The new initiative is a part of a reinvention effort that was introduced by founder Howard Schultz at the company’s Investor Day roughly a year ago, a plan that aims to "reset" the business by elevating the in-store experience for customers and employees. It appears to have reaped some good results.

For the fourth quarter, Starbucks reported global comparable store sales increased by 8%, driven by a 4% increase in average customer tickets and a 3% increase in comparable transactions.
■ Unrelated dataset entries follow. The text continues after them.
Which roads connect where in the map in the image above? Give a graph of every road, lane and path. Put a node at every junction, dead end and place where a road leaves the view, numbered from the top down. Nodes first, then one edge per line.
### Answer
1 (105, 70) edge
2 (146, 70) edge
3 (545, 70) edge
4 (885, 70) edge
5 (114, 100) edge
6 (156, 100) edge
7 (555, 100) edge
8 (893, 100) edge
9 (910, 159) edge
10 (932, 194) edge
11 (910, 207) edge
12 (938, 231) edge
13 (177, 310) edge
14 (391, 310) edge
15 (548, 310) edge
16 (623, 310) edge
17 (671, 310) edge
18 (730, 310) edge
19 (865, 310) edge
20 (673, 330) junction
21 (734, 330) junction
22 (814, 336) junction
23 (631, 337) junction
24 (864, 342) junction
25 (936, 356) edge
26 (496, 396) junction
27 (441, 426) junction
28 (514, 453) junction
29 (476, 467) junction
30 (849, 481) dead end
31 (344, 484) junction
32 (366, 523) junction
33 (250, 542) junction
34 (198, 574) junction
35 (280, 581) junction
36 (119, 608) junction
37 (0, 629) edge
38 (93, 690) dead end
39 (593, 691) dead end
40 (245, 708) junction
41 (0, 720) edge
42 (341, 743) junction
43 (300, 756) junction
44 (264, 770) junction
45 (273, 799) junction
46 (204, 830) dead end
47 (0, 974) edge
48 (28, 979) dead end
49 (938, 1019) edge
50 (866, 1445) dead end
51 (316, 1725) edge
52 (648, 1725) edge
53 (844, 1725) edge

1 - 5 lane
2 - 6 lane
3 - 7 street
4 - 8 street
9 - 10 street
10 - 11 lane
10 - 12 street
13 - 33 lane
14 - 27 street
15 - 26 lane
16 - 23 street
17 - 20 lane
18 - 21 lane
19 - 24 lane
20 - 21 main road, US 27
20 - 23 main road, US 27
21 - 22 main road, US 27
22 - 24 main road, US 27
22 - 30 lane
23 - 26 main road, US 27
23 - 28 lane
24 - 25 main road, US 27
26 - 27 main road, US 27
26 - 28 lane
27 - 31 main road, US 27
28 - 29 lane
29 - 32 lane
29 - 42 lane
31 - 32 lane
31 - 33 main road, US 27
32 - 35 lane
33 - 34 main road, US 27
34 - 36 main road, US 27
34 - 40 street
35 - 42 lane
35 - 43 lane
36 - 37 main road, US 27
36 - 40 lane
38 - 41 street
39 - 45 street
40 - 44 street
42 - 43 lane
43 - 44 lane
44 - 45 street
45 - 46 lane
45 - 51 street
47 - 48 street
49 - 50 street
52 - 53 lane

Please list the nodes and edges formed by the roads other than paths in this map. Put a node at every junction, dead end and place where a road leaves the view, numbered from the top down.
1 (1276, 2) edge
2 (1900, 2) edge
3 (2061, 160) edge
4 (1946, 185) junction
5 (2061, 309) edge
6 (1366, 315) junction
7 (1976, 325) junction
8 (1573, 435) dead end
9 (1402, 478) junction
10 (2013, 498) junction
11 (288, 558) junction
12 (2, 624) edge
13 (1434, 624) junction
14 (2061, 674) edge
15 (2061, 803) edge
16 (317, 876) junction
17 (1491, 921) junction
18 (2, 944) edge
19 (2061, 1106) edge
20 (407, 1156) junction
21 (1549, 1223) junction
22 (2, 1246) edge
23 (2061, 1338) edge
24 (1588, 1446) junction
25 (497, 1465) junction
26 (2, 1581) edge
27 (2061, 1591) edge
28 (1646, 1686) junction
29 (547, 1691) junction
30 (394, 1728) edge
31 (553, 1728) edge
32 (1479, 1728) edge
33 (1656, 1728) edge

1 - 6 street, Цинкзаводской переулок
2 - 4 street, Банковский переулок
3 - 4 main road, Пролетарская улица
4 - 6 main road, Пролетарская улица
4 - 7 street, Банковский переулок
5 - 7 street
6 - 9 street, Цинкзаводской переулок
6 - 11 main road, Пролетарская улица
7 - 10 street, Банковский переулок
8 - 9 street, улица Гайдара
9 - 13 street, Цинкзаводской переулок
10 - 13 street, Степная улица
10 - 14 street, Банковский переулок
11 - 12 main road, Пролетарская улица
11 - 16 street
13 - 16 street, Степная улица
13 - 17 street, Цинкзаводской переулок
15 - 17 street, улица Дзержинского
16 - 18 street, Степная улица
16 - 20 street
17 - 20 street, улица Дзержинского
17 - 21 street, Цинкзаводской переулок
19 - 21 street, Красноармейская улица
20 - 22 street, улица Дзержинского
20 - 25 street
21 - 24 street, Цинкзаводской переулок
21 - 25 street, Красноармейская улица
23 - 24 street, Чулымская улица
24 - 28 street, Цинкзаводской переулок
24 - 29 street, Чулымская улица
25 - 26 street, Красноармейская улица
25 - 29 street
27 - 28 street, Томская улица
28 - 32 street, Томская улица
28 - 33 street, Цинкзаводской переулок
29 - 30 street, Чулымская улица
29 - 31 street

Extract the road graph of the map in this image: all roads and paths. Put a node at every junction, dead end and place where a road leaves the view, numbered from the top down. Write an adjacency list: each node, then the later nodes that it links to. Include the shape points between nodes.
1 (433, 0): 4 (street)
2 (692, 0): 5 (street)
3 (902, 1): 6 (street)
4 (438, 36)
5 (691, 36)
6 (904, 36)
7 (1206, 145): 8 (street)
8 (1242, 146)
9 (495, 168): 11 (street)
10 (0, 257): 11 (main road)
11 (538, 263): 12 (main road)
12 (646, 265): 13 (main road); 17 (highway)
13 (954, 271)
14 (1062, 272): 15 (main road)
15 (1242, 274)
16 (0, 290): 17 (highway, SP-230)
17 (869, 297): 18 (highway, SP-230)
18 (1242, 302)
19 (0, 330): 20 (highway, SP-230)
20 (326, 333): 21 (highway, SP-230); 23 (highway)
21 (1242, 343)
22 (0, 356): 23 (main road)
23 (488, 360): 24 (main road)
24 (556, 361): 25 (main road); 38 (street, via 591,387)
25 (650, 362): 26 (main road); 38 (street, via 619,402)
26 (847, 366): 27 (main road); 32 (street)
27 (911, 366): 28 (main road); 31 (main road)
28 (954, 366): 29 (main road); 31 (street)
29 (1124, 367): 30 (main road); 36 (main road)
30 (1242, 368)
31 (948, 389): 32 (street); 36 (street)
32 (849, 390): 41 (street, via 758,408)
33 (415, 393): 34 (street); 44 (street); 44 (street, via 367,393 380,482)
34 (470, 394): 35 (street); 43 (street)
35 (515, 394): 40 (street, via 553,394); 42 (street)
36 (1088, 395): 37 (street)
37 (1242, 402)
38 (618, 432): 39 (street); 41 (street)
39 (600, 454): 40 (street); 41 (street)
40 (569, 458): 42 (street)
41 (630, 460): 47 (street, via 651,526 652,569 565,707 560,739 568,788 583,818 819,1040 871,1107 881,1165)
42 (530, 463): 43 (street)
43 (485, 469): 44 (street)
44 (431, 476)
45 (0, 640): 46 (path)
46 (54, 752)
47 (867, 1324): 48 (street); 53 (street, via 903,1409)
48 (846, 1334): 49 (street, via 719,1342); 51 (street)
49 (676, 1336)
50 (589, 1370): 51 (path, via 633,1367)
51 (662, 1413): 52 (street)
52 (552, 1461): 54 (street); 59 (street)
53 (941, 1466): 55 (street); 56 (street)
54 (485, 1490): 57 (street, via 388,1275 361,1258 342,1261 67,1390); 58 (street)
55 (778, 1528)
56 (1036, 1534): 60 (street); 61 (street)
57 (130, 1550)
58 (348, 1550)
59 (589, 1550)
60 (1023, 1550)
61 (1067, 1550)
North America and U.S. comparable store sales rose 8%, from a 6% increase in average customer tickets and a 2% increase in comparable transactions.

Starbucks debuted 816 net new stores in the quarter, ending the period with 38,038 stores total, with 52% company-operated and 48% licensed.

"Turning to International, in the fourth quarter, we saw record store growth of nearly 600 stores across the segment, with international store count remaining higher than that of the U.S.," Starbucks CEO Laxman Narasimhan said on the earnings call. "Looking ahead, we remain fully optimistic about our headroom across the U.S. and internationally, and we see limitless possibilities across all areas of the business."

The company expects to have nearly 41,000 stores globally by the end of fiscal year 2024. The U.S. store count is slated to reach more than 16,300, with 4% net new store growth planned in fiscal 2024 and "an aspiration to reach 20,000 over the long term," Starbucks said.

“Over the past five years, we have opened 9,000 stores, 7,000 of which were outside of the U.S.,” Michael Conway, Starbucks group president of international and channel development, said in a statement.